**ASSIGNMENT**
The answer must be a single number: how many lines of the records below hold the word "roads".

**SOURCE MATERIAL**
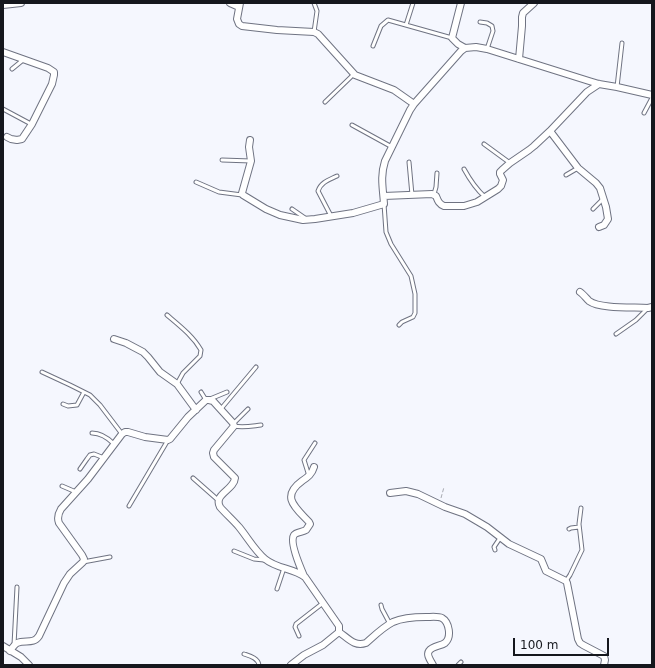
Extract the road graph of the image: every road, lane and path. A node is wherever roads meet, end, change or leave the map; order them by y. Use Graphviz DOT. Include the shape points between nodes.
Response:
graph roads {
  1 [pos="21,3"];
  2 [pos="230,3"];
  3 [pos="314,3"];
  4 [pos="413,3"];
  5 [pos="461,3"];
  6 [pos="534,3"];
  7 [pos="3,5"];
  8 [pos="240,5"];
  9 [pos="480,22"];
  10 [pos="406,25"];
  11 [pos="314,32"];
  12 [pos="452,38"];
  13 [pos="622,43"];
  14 [pos="373,46"];
  15 [pos="465,48"];
  16 [pos="487,49"];
  17 [pos="3,52"];
  18 [pos="23,59"];
  19 [pos="519,59"];
  20 [pos="12,69"];
  21 [pos="354,74"];
  22 [pos="589,82"];
  23 [pos="599,84"];
  24 [pos="617,87"];
  25 [pos="587,92"];
  26 [pos="652,95"];
  27 [pos="652,98"];
  28 [pos="326,102"];
  29 [pos="414,104"];
  30 [pos="3,109"];
  31 [pos="644,113"];
  32 [pos="32,124"];
  33 [pos="352,125"];
  34 [pos="550,131"];
  35 [pos="7,137"];
  36 [pos="250,140"];
  37 [pos="484,144"];
  38 [pos="392,147"];
  39 [pos="222,160"];
  40 [pos="251,161"];
  41 [pos="409,162"];
  42 [pos="510,163"];
  43 [pos="578,168"];
  44 [pos="464,169"];
  45 [pos="437,173"];
  46 [pos="566,175"];
  47 [pos="337,176"];
  48 [pos="196,182"];
  49 [pos="434,194"];
  50 [pos="243,195"];
  51 [pos="412,195"];
  52 [pos="384,196"];
  53 [pos="485,197"];
  54 [pos="603,200"];
  55 [pos="384,204"];
  56 [pos="292,209"];
  57 [pos="593,209"];
  58 [pos="331,216"];
  59 [pos="306,219"];
  60 [pos="599,227"];
  61 [pos="580,292"];
  62 [pos="650,308"];
  63 [pos="167,315"];
  64 [pos="399,325"];
  65 [pos="616,334"];
  66 [pos="114,340"];
  67 [pos="256,367"];
  68 [pos="42,372"];
  69 [pos="177,384"];
  70 [pos="84,392"];
  71 [pos="201,392"];
  72 [pos="227,392"];
  73 [pos="208,400"];
  74 [pos="63,404"];
  75 [pos="248,409"];
  76 [pos="196,410"];
  77 [pos="220,410"];
  78 [pos="233,425"];
  79 [pos="261,425"];
  80 [pos="92,433"];
  81 [pos="122,434"];
  82 [pos="168,440"];
  83 [pos="315,443"];
  84 [pos="114,445"];
  85 [pos="104,458"];
  86 [pos="314,467"];
  87 [pos="80,469"];
  88 [pos="309,476"];
  89 [pos="193,478"];
  90 [pos="62,486"];
  91 [pos="444,487"];
  92 [pos="76,492"];
  93 [pos="390,493"];
  94 [pos="218,500"];
  95 [pos="439,504"];
  96 [pos="129,506"];
  97 [pos="581,508"];
  98 [pos="579,527"];
  99 [pos="569,529"];
  100 [pos="500,537"];
  101 [pos="495,550"];
  102 [pos="234,551"];
  103 [pos="110,557"];
  104 [pos="266,560"];
  105 [pos="83,562"];
  106 [pos="284,568"];
  107 [pos="305,577"];
  108 [pos="566,581"];
  109 [pos="17,587"];
  110 [pos="277,589"];
  111 [pos="323,603"];
  112 [pos="381,605"];
  113 [pos="390,624"];
  114 [pos="339,632"];
  115 [pos="299,636"];
  116 [pos="7,647"];
  117 [pos="244,654"];
  118 [pos="29,665"];
  119 [pos="259,665"];
  120 [pos="292,665"];
  121 [pos="433,665"];
  122 [pos="604,665"];
  1 -- 7 [label="street"];
  2 -- 8 [label="street"];
  3 -- 11 [label="lane" via="317,11"];
  4 -- 10 [label="lane"];
  5 -- 12 [label="street"];
  6 -- 19 [label="street" via="523,13"];
  8 -- 11 [label="street" via="237,19 242,26"];
  9 -- 16 [label="lane" via="492,26 493,31"];
  10 -- 12 [label="lane"];
  10 -- 14 [label="lane" via="388,20 381,26"];
  11 -- 21 [label="street"];
  12 -- 15 [label="street"];
  13 -- 24 [label="lane"];
  15 -- 16 [label="street"];
  15 -- 29 [label="street"];
  16 -- 19 [label="street"];
  17 -- 18 [label="street"];
  18 -- 20 [label="lane"];
  18 -- 32 [label="street" via="54,72 52,84"];
  19 -- 22 [label="street"];
  21 -- 28 [label="lane"];
  21 -- 29 [label="street" via="394,90"];
  22 -- 23 [label="street"];
  22 -- 25 [label="street"];
  23 -- 24 [label="street"];
  23 -- 25 [label="street"];
  24 -- 26 [label="street"];
  25 -- 34 [label="street"];
  27 -- 31 [label="lane"];
  29 -- 38 [label="street"];
  30 -- 32 [label="lane"];
  32 -- 35 [label="street" via="22,139 11,140"];
  33 -- 38 [label="lane"];
  34 -- 42 [label="street"];
  34 -- 43 [label="street"];
  36 -- 40 [label="street"];
  37 -- 42 [label="lane"];
  38 -- 52 [label="street" via="382,169"];
  39 -- 40 [label="lane"];
  40 -- 50 [label="street"];
  41 -- 51 [label="lane"];
  42 -- 53 [label="street" via="500,172 503,180 501,186"];
  43 -- 46 [label="lane"];
  43 -- 54 [label="street" via="600,188"];
  44 -- 53 [label="lane" via="468,178"];
  45 -- 49 [label="lane"];
  47 -- 58 [label="lane" via="322,184 318,191"];
  48 -- 50 [label="lane" via="219,192"];
  49 -- 51 [label="street"];
  49 -- 53 [label="street" via="444,206 464,206"];
  50 -- 59 [label="street" via="280,215"];
  51 -- 52 [label="street"];
  52 -- 55 [label="street"];
  54 -- 57 [label="lane"];
  54 -- 60 [label="street" via="608,219"];
  55 -- 58 [label="street"];
  55 -- 64 [label="lane" via="386,232 411,276 415,294 413,317"];
  56 -- 59 [label="lane"];
  58 -- 59 [label="street"];
  61 -- 62 [label="street" via="589,301 598,304"];
  62 -- 65 [label="lane"];
  63 -- 69 [label="lane" via="184,329 202,350"];
  66 -- 69 [label="street" via="142,352 160,372"];
  67 -- 77 [label="lane"];
  68 -- 70 [label="lane"];
  69 -- 76 [label="street"];
  70 -- 74 [label="lane" via="77,405"];
  70 -- 81 [label="lane" via="100,405"];
  71 -- 73 [label="lane"];
  72 -- 73 [label="lane"];
  73 -- 76 [label="street"];
  73 -- 77 [label="street" via="213,401"];
  75 -- 78 [label="lane"];
  76 -- 82 [label="street"];
  77 -- 78 [label="street"];
  78 -- 79 [label="lane"];
  78 -- 94 [label="street" via="213,453 235,478 233,484"];
  80 -- 84 [label="lane" via="102,435"];
  81 -- 82 [label="street" via="128,432"];
  81 -- 84 [label="street"];
  82 -- 96 [label="lane"];
  83 -- 88 [label="lane" via="304,460"];
  84 -- 85 [label="street"];
  85 -- 87 [label="lane" via="90,455"];
  85 -- 92 [label="street"];
  86 -- 88 [label="street"];
  88 -- 107 [label="street" via="291,495 292,504 310,524 306,530 294,534 293,537 294,551"];
  89 -- 94 [label="lane"];
  90 -- 92 [label="lane"];
  91 -- 95 [label="path"];
  92 -- 105 [label="street" via="61,509 57,519 83,557"];
  93 -- 95 [label="street" via="412,492"];
  94 -- 104 [label="street" via="220,507"];
  95 -- 100 [label="street" via="465,514"];
  97 -- 98 [label="lane"];
  98 -- 99 [label="lane"];
  98 -- 108 [label="lane" via="582,550"];
  100 -- 101 [label="lane"];
  100 -- 108 [label="street" via="541,559 546,571"];
  102 -- 104 [label="lane" via="254,559"];
  103 -- 105 [label="lane"];
  104 -- 106 [label="street"];
  105 -- 116 [label="street" via="67,578 37,639"];
  106 -- 107 [label="street"];
  106 -- 110 [label="lane"];
  107 -- 111 [label="street"];
  108 -- 122 [label="street" via="578,639 583,645 604,656"];
  109 -- 116 [label="lane"];
  111 -- 114 [label="street" via="339,626"];
  111 -- 115 [label="lane" via="296,624"];
  112 -- 113 [label="lane"];
  113 -- 114 [label="street" via="361,645"];
  113 -- 121 [label="street" via="417,617 444,620 450,635 444,644 429,651 428,656"];
  114 -- 120 [label="street" via="323,646"];
  116 -- 118 [label="street"];
  117 -- 119 [label="lane" via="257,660"];
}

**SOLUTION**
2